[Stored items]
○ ○ ○

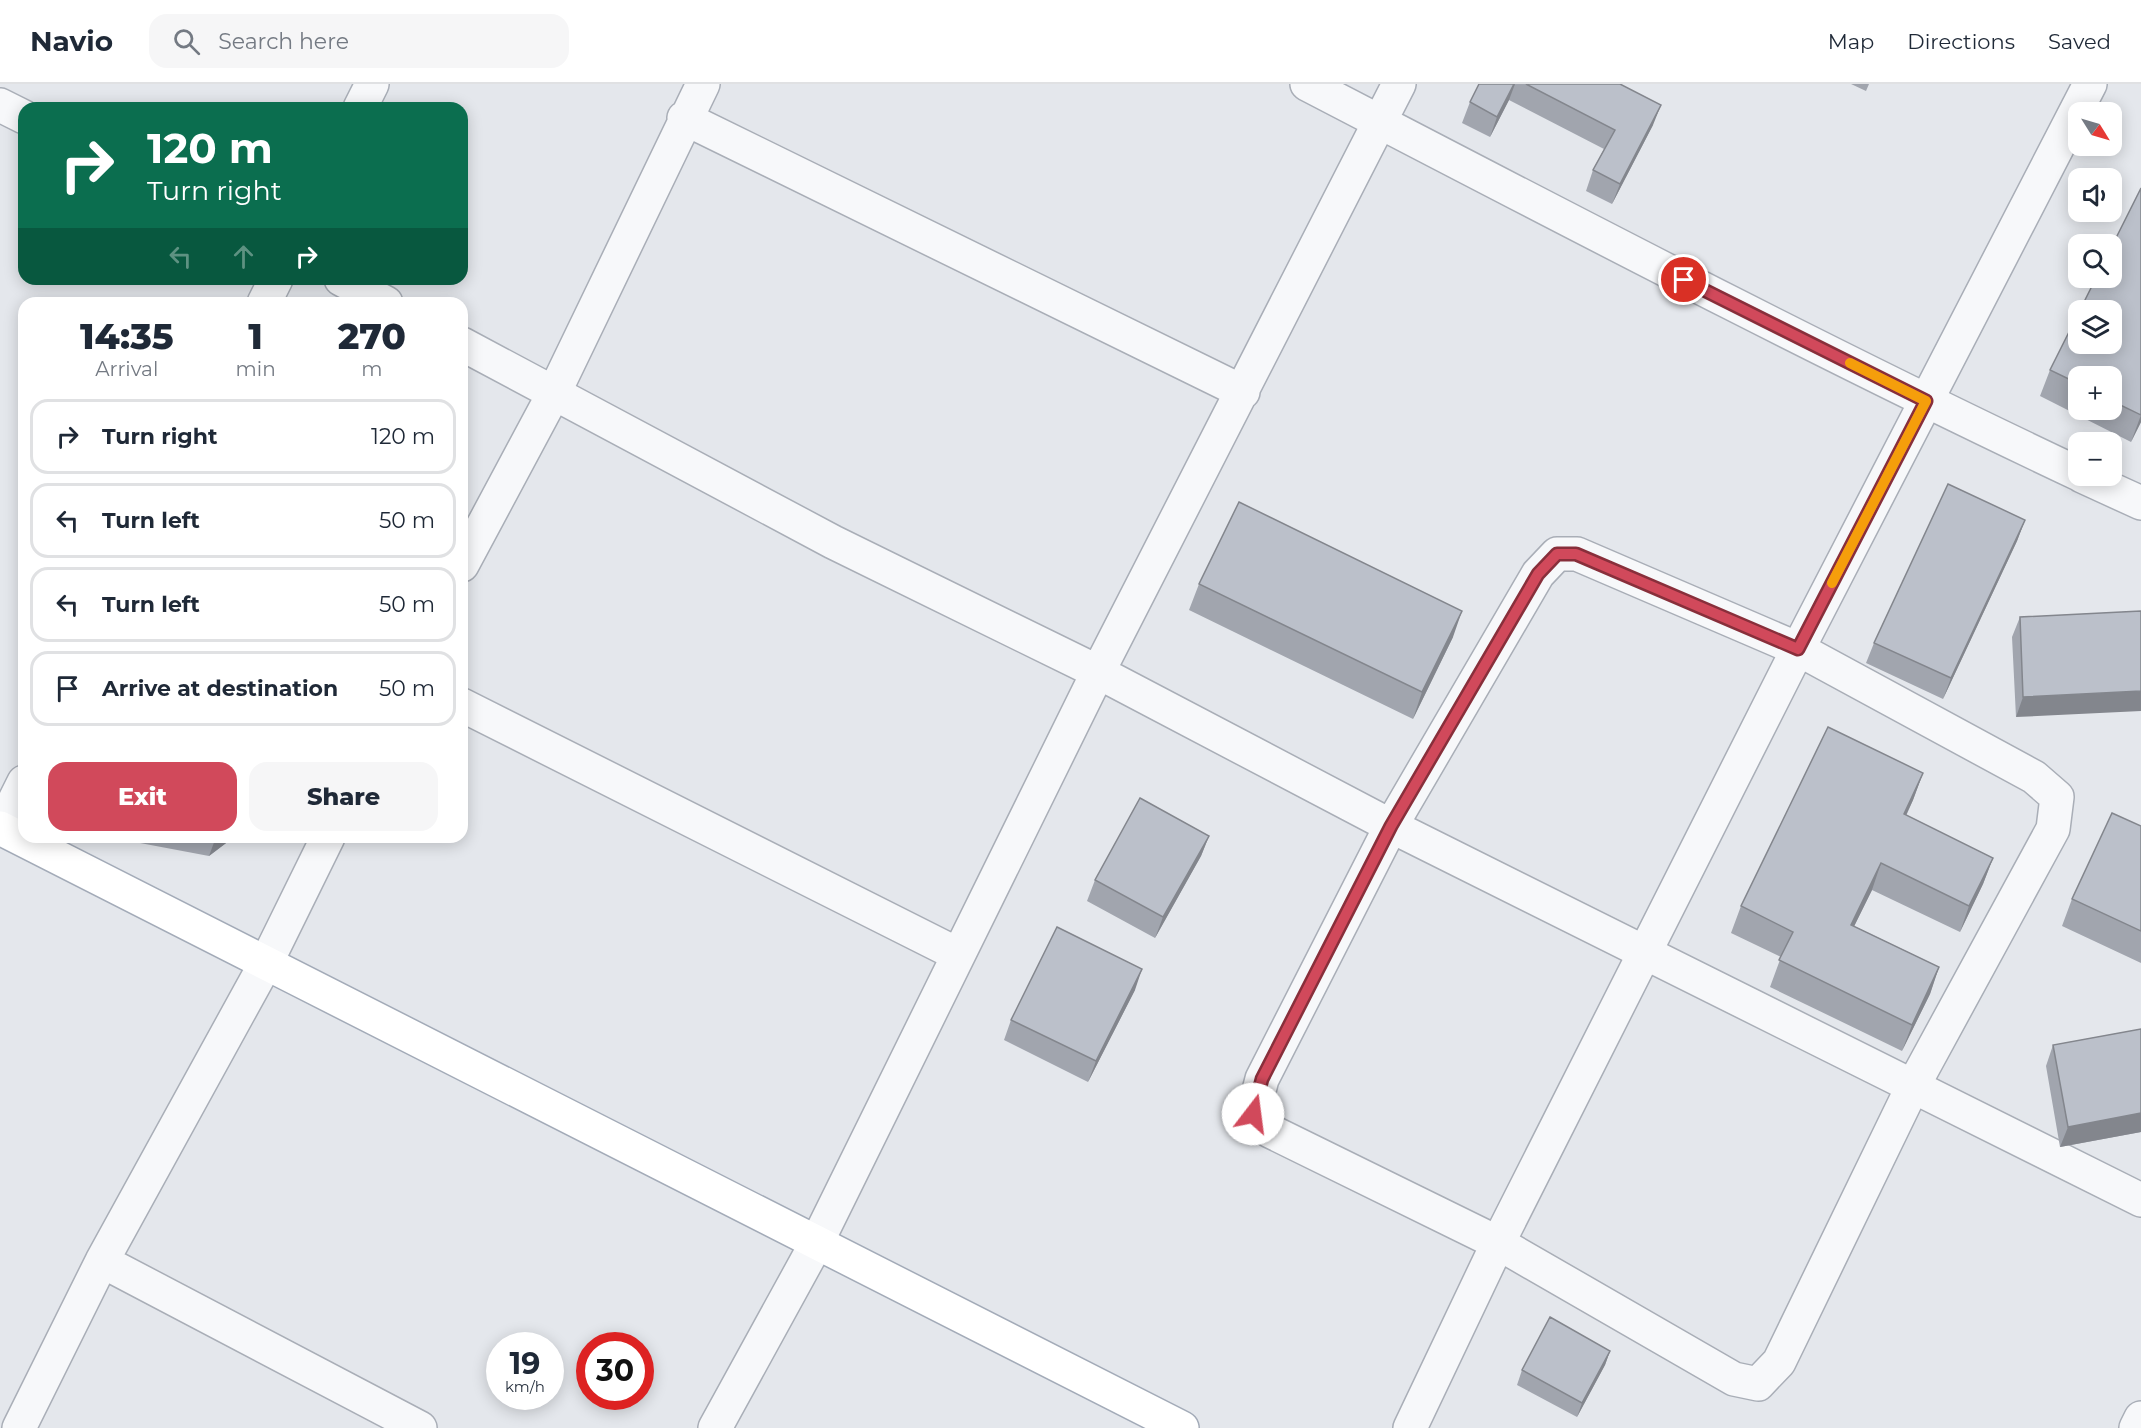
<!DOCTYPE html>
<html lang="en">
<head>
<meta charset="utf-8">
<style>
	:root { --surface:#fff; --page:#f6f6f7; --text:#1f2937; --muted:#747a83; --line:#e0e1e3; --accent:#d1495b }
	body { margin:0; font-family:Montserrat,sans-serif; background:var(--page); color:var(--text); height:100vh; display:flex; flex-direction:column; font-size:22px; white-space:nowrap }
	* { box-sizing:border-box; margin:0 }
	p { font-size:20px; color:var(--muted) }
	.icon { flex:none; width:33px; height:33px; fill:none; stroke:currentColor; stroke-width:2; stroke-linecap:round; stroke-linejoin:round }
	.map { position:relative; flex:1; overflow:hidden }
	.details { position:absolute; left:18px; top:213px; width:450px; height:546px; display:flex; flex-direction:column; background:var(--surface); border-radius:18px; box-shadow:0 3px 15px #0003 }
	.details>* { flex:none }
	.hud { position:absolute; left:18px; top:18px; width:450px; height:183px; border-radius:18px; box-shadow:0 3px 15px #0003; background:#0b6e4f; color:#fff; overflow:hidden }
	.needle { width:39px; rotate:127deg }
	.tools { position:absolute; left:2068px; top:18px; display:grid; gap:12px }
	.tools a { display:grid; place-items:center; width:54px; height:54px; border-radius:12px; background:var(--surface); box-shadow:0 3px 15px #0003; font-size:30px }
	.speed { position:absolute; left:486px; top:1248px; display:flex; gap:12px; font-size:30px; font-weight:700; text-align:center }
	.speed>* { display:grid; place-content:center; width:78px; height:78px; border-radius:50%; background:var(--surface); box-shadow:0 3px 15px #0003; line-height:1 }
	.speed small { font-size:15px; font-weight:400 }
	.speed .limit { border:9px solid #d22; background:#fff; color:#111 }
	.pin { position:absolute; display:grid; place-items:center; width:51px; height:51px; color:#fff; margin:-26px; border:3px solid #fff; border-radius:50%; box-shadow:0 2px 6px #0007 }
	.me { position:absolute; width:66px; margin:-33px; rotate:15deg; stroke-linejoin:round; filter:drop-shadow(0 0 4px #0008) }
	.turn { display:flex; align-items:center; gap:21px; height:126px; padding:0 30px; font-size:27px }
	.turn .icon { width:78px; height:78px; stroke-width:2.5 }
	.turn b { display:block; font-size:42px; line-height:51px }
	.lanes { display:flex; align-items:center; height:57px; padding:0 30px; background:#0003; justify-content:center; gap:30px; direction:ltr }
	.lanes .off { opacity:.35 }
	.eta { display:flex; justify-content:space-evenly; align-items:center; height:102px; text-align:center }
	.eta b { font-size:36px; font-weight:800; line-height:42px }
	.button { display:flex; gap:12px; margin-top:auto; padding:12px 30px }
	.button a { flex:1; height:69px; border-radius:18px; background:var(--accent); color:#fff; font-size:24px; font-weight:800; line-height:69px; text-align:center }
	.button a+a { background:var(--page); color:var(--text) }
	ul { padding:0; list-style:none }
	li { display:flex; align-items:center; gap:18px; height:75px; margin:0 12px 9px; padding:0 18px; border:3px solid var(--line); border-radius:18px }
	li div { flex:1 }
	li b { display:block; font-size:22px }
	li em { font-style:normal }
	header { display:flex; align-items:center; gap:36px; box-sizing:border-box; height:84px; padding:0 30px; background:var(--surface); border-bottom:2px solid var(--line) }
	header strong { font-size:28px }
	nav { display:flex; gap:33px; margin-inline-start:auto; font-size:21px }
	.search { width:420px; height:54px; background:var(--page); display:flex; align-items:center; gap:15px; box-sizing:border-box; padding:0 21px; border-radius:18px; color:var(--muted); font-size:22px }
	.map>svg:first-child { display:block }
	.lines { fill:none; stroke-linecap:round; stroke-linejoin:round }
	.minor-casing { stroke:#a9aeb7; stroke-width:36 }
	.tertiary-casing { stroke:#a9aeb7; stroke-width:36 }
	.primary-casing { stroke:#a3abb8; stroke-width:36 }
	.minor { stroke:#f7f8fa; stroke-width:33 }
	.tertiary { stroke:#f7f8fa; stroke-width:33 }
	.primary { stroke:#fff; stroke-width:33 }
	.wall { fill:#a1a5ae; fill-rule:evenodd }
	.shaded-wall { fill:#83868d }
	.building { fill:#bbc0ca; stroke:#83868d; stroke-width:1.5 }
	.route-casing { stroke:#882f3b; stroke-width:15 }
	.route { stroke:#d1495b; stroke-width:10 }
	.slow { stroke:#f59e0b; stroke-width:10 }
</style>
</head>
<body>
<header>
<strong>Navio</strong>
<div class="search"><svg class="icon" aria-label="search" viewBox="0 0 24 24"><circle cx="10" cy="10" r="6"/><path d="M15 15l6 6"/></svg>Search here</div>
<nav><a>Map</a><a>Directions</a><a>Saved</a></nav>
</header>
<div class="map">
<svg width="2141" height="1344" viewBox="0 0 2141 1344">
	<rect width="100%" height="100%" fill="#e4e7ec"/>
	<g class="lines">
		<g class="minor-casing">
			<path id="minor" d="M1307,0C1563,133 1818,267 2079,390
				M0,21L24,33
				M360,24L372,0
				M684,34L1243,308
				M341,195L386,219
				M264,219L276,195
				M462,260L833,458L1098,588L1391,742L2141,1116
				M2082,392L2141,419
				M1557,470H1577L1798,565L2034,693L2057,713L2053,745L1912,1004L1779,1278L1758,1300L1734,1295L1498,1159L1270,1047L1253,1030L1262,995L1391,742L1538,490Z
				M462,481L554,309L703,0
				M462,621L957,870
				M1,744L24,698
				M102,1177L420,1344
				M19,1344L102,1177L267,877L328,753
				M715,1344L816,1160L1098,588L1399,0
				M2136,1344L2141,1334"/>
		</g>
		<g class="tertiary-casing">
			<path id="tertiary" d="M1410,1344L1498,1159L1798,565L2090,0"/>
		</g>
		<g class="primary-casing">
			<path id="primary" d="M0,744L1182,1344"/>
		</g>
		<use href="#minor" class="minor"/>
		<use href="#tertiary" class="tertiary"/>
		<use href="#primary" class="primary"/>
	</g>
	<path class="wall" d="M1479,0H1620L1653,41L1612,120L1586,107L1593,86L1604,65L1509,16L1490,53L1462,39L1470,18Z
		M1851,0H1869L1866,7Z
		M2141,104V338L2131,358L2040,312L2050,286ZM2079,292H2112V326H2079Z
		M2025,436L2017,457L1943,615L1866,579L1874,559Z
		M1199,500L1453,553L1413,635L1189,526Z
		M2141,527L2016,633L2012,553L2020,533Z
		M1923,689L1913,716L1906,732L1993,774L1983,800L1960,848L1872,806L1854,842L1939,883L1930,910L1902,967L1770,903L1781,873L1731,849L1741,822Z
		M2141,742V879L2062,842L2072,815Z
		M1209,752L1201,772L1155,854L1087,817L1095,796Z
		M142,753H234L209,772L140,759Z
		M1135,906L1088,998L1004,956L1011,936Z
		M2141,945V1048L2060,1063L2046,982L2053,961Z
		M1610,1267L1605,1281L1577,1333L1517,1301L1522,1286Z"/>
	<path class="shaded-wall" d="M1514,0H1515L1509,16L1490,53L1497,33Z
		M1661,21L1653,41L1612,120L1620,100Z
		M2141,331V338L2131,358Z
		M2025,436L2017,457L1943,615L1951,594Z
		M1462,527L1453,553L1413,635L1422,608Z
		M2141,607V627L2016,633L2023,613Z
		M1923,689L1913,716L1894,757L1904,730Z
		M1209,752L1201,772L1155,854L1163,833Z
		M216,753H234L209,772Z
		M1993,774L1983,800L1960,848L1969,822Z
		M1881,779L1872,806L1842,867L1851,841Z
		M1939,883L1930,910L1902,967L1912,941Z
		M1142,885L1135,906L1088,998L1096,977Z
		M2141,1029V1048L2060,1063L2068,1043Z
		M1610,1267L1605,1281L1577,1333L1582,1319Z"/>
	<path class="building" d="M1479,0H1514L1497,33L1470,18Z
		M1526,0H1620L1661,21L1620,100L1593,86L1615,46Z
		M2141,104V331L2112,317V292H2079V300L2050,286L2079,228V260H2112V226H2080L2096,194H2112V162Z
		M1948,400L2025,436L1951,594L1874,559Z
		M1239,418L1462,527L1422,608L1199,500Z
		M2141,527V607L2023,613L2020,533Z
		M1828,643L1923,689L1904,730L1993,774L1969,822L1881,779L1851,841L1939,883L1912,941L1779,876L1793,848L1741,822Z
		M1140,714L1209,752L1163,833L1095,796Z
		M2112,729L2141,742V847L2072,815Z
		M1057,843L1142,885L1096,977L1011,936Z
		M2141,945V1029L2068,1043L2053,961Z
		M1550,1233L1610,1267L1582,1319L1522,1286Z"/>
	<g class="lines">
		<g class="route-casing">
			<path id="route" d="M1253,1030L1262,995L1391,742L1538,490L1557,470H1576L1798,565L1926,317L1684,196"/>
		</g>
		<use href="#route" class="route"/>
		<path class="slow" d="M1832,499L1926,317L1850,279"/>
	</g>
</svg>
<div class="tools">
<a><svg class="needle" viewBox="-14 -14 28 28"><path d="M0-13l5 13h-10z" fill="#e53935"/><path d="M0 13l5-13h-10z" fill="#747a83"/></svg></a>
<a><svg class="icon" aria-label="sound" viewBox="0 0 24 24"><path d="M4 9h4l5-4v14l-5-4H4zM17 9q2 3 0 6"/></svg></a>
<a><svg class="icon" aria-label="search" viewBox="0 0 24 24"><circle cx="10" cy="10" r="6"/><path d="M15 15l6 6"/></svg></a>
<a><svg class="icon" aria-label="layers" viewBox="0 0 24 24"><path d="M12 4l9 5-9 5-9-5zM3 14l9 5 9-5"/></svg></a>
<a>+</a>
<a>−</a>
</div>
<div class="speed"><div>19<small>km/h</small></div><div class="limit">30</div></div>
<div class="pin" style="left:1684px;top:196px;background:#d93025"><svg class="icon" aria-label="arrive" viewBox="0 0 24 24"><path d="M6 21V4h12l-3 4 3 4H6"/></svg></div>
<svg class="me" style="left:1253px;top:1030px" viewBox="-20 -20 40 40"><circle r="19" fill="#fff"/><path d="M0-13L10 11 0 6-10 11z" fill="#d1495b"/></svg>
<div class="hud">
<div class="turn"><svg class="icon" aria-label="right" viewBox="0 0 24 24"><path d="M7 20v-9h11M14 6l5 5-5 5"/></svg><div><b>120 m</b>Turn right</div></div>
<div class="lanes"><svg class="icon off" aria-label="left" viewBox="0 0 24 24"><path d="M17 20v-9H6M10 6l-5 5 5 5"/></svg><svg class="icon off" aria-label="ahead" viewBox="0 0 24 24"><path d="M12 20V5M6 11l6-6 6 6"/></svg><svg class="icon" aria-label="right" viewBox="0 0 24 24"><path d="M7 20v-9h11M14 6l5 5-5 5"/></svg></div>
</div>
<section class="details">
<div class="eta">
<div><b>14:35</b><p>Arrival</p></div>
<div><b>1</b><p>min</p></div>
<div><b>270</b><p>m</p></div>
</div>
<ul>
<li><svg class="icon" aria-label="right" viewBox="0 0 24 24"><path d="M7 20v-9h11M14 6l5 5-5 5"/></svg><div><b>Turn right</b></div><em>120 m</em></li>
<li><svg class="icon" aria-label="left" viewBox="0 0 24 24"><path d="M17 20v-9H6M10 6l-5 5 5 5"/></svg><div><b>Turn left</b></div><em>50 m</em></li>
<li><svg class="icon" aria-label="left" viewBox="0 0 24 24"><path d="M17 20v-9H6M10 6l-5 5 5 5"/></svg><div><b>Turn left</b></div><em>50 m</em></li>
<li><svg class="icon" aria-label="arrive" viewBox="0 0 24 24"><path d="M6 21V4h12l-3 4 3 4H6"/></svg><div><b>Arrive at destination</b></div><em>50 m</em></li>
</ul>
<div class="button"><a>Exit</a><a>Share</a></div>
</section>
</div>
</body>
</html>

○ ○ ○

TASK TO COMPLETE >> Pull every line with "space" from the records.

ANSWER TO THE EXERCISE >>
	body { margin:0; font-family:Montserrat,sans-serif; background:var(--page); color:var(--text); height:100vh; display:flex; flex-direction:column; font-size:22px; white-space:nowrap }
	.eta { display:flex; justify-content:space-evenly; align-items:center; height:102px; text-align:center }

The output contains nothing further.